Career services doesn’t come to your dorm room, drag you out of bed, and force you to sit down with a recruiter from the Gates Foundation to learn about Malaria-prevention programs and the kind of talent they need.

I said I don’t know.

Are Middlebury’s career services fantastic?

The friend’s daughter is very articulate. Not knowing what you want to do is a hindrance.

Well that’s not quite what happened! And it’s also not true that undergrad carries any weight in hiring in BigLaw, unless the person interviewing you is from your school. It’s all about the law school because law firms, even lower down the scale, typically only do on-campus recruiting at specific law schools of their choosing.

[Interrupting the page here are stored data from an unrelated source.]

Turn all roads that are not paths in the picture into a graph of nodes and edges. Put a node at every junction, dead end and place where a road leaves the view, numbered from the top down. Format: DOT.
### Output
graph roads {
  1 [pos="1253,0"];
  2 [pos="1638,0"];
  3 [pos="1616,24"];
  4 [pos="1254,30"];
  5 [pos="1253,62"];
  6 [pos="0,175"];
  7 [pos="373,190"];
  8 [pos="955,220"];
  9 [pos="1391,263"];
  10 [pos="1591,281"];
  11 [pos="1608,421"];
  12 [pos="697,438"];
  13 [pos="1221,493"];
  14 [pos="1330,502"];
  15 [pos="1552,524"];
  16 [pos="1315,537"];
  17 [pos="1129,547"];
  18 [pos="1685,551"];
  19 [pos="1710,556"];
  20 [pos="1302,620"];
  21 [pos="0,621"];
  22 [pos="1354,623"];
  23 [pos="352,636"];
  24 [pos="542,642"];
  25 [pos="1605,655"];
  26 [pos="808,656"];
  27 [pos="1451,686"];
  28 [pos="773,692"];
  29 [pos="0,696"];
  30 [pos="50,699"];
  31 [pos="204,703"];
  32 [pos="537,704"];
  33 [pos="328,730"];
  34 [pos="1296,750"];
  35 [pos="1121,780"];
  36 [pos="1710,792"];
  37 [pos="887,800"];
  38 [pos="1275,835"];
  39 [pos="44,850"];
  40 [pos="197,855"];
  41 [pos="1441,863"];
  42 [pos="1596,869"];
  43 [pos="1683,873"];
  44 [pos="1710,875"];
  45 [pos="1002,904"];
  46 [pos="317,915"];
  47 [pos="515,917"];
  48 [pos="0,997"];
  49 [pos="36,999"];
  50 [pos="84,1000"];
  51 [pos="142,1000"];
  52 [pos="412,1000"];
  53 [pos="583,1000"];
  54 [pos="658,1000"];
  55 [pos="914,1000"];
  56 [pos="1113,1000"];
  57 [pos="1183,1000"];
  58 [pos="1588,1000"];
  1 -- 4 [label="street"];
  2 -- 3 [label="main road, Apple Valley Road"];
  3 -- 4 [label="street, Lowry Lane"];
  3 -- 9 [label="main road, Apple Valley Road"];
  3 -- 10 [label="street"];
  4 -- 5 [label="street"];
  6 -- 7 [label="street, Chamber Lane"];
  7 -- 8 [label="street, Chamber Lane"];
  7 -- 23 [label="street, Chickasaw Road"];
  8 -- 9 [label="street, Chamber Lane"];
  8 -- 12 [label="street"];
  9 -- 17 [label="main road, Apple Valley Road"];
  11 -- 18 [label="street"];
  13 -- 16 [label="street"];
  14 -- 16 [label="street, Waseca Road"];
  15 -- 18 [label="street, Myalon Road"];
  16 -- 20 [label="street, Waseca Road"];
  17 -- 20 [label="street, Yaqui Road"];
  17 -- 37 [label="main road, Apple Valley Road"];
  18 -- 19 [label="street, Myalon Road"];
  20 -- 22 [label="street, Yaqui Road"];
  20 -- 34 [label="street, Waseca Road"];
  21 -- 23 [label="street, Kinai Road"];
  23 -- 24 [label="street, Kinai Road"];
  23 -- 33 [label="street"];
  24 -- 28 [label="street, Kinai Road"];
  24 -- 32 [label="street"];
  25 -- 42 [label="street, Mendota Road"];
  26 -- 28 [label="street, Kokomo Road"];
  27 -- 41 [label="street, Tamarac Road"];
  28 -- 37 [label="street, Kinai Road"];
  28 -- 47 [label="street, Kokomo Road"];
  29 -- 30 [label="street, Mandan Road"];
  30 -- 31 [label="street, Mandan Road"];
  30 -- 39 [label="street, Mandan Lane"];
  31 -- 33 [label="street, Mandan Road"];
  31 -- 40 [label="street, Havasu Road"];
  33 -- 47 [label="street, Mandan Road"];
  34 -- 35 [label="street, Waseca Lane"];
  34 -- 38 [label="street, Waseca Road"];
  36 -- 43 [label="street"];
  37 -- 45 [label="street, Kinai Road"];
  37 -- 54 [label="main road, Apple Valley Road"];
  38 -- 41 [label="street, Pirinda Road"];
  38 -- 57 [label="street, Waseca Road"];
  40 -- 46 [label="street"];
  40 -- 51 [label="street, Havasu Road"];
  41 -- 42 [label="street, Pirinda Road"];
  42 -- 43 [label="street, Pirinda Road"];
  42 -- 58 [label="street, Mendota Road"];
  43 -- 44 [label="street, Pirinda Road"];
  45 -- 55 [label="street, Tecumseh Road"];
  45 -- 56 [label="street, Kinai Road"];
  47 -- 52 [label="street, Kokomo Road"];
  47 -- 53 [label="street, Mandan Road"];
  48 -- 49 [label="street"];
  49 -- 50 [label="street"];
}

There are a couple of firms in NYC that love, love, love UVA, and each firm has its own subcultures. Unfortunately since the economy crashed and law hasn’t recovered in NYC, people who didn’t go to maybe the top 8 law schools and graduate in the top of their classes wouldn’t make partner as your sister did because they wouldn’t even get hired now. To make it even more convoluted, some firms are moving away from the on-campus recruiting model to the clerk-only model. Which means that a person would have to get into a top law school (from wherever that school’s admittees come), then graduate high in the class, THEN get selected for a clerkship before he or she could even be considered for an interview for a law firm, partner-track position. Therefore and thus, don’t incur big debt!

Middlebury’s career services are good. Middlebury does not have as much of a pre-professional crowd as Williams or Swarthmore (to compare peer institutions) so it is not a surprise that the D doesn’t know what she wants to do.

There are a couple of very helpful job boards for new grads (idealist is one- jobs in higher ed and non-profits) which often have great opportunities for a kid to launch. Entry level marketing for a museum/historical society? Entry level social media for a public health initiative? Entry level HR at virtually anything?

Blossom,

I am going to forward what you posted.

Thank you very much.

" Only true if you make it true" - you have to “make it” at any Elite college also, isn’t that true? Or name of the place will make it for you? The fact is that YOU have to make it anywhere, where you want ot be is YOUR own desire that is not applicable to anybody else, no matter what and who made here or there.